Belgium, (Brussels Morning Newspaper) Traders are diverting diesel exports from Asia and the Middle East to the EU to take advantage of the price gap between regions.
Strikes in French refineries over the last weeks have tightened stocks and pushed up prices, prompting traders to redirect exports, according to Reuters reporting on Thursday.
The price gap between diesel futures in Singapore and Europe reached nearly USD 150 per tonne this month, up from roughly 30 in the corresponding period last year, according to Refinitiv data.
“East of Suez is sending everything they can ship… it’s just a question of how much China exports in November,” a trader based in Europe noted.
Ship tracking data shows that China and South Korea will load approximately 289,000 tonnes for Europe this month, up from 137,500 tonnes shipped in September.
The Middle East is shipping roughly 834,000 tonnes to northwest Europe in October, up from 511,310 tonnes in September, while India is upping shipments from approximately 361,000 tonnes to about 480,000 tonnes.
The Europe-based trader estimates that the region will import 3 million tonnes from Asia and the Middle East next month, predicting that two thirds of the volume will come from the Middle East.

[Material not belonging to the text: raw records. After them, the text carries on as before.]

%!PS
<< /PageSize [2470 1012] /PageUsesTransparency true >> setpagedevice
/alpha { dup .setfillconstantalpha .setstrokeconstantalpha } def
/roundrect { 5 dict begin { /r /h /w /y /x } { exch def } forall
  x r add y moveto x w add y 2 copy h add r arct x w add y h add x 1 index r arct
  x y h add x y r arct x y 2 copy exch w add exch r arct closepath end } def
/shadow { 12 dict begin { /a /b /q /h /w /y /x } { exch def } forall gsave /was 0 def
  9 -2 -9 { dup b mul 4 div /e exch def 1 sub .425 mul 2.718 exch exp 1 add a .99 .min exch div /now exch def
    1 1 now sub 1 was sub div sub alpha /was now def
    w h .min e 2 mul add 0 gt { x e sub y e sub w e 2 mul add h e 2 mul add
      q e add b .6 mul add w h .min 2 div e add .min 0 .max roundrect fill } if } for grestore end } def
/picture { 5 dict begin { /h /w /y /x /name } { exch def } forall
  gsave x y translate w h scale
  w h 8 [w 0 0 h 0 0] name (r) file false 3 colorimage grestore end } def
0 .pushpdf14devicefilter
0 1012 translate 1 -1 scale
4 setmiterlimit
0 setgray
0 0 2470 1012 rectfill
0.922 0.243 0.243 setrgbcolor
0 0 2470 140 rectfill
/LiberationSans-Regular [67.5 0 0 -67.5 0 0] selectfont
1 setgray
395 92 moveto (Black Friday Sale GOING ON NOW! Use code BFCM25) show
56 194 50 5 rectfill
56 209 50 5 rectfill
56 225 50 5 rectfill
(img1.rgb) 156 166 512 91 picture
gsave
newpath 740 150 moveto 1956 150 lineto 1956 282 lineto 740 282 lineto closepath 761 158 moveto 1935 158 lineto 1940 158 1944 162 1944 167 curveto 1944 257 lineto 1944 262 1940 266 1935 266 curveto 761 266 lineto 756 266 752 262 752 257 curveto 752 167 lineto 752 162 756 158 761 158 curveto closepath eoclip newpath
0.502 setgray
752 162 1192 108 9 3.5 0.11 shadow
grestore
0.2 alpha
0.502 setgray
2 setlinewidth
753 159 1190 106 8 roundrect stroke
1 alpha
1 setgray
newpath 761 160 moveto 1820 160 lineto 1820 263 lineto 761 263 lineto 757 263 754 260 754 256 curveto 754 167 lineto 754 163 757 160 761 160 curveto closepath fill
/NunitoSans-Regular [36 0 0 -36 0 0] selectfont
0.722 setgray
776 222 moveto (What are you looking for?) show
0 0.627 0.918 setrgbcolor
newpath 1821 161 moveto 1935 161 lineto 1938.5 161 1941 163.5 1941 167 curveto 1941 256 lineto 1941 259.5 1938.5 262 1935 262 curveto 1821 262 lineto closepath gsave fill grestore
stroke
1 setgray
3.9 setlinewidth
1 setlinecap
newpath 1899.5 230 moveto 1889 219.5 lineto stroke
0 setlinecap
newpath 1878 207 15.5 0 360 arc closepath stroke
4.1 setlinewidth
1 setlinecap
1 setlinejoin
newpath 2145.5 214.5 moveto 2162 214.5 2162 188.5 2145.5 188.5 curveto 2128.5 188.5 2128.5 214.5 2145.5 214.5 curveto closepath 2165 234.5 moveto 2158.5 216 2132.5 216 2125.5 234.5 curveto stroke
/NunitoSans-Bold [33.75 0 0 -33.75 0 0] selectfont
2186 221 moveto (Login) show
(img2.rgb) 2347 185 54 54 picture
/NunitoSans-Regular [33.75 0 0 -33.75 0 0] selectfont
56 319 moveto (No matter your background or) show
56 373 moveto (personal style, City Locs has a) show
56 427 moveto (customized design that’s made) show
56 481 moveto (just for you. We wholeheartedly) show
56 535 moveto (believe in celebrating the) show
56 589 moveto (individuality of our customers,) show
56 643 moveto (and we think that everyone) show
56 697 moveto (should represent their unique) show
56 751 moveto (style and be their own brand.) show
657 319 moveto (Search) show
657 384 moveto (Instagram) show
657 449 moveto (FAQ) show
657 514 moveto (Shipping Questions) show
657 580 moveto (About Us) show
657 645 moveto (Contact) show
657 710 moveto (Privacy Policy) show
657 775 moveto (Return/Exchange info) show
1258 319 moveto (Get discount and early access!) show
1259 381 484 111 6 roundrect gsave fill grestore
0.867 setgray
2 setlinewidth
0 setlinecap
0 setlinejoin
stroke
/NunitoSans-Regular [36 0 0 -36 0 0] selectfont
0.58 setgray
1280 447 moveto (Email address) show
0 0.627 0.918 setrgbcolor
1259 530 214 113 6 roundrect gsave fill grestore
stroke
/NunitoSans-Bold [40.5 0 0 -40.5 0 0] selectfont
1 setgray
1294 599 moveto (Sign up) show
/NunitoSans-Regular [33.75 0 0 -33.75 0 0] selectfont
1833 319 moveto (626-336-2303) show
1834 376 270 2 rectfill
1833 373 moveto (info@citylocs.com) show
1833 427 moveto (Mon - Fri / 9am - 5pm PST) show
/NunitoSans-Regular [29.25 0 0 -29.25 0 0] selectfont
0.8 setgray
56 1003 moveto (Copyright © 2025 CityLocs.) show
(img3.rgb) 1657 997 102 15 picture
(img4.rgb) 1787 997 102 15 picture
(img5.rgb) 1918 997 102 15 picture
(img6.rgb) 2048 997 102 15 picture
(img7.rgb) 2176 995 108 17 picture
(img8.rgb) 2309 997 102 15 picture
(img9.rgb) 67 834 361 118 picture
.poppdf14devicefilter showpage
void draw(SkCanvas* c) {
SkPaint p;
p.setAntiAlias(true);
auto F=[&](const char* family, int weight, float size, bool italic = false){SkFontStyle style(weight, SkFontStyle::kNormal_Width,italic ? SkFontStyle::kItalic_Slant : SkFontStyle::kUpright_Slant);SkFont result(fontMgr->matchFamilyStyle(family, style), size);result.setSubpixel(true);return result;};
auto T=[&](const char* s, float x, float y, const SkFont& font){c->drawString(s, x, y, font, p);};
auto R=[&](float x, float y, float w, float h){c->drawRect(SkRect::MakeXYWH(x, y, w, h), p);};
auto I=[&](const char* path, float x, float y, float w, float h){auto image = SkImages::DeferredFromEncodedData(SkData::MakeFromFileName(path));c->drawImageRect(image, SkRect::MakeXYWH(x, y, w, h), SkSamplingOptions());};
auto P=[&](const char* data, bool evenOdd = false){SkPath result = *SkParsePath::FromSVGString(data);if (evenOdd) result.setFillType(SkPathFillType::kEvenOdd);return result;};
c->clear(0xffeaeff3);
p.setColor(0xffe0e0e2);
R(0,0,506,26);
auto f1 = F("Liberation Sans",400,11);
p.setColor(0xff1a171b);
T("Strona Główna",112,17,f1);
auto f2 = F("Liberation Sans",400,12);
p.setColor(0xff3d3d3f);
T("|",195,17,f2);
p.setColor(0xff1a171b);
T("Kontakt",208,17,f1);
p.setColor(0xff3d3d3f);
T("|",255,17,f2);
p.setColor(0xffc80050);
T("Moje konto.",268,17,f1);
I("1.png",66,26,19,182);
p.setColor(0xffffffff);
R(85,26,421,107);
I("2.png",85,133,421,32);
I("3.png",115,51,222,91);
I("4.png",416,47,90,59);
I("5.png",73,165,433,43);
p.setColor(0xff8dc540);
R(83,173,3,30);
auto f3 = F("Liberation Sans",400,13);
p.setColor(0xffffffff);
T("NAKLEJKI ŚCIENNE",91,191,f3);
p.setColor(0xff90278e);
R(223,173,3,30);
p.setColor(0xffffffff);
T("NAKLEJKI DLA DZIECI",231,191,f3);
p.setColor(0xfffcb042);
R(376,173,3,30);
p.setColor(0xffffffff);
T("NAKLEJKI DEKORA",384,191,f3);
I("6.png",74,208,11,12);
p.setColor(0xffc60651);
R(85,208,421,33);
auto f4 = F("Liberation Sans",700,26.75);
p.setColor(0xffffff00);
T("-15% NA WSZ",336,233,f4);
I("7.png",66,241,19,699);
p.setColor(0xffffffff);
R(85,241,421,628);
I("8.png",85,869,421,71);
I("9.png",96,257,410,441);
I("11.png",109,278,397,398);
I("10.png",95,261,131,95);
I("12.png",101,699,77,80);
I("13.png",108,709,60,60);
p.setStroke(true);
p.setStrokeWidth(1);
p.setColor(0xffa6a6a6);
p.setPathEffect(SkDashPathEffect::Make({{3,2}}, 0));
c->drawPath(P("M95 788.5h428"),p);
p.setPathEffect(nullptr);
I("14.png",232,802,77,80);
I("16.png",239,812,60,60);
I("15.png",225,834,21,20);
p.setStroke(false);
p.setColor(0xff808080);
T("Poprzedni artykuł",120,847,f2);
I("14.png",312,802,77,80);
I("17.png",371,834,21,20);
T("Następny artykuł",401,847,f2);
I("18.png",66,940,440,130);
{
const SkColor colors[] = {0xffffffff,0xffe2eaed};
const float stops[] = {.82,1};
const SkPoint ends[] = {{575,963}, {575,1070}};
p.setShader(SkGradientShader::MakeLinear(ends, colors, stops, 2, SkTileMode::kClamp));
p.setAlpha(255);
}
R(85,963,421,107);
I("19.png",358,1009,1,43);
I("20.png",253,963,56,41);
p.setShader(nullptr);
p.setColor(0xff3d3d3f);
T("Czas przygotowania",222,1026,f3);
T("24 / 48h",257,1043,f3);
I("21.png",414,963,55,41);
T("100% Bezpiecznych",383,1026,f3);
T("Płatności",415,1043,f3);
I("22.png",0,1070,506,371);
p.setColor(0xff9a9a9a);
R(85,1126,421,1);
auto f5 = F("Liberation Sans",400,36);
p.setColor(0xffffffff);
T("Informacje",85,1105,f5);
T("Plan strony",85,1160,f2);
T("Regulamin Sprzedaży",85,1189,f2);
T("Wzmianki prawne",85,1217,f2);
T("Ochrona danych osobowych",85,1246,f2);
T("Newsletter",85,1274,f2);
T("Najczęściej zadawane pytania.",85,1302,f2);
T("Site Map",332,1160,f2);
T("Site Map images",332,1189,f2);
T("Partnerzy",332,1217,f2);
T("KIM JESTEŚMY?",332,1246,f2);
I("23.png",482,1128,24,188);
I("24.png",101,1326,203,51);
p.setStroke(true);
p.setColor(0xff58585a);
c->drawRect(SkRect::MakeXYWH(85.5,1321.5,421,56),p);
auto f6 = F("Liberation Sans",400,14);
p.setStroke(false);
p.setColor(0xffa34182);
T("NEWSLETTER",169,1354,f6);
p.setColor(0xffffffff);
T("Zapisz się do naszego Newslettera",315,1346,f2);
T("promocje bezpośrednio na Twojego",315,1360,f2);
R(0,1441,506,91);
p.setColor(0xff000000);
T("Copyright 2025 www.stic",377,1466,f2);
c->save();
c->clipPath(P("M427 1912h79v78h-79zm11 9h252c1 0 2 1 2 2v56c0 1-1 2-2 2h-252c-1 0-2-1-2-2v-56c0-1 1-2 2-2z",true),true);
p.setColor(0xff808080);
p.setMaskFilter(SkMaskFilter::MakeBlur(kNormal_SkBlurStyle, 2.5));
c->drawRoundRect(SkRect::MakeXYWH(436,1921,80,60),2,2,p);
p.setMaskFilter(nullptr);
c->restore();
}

Earlier this month, China increased allocation for diesel exports and Asia’s top fuel exporters issued a burst of spot tenders.
Financial effect
Halted production in France increased spot prices, but not those in future months, an effect known as backwardation. It presents risks to cargoes that will be in transit for a long time, like shipments from Asia to Europe.
Backwardation is discouraging traders from storing diesel, with the trader noting “some end consumers were stockpiling Russian diesel, but now with French strikes, the market has tightened up.”
At the same time, rising price of diesel in the US pushed some traders to divert cargoes heading to Europe towards the US, tightening the market in Europe.Mark Williams, analyst at Wood Mackenzie consultancy, warned that prices will change “once the strikes [in France] end, making it risky for Asian barrels to head over here even on a prompt loading basis given the strong backwardation.”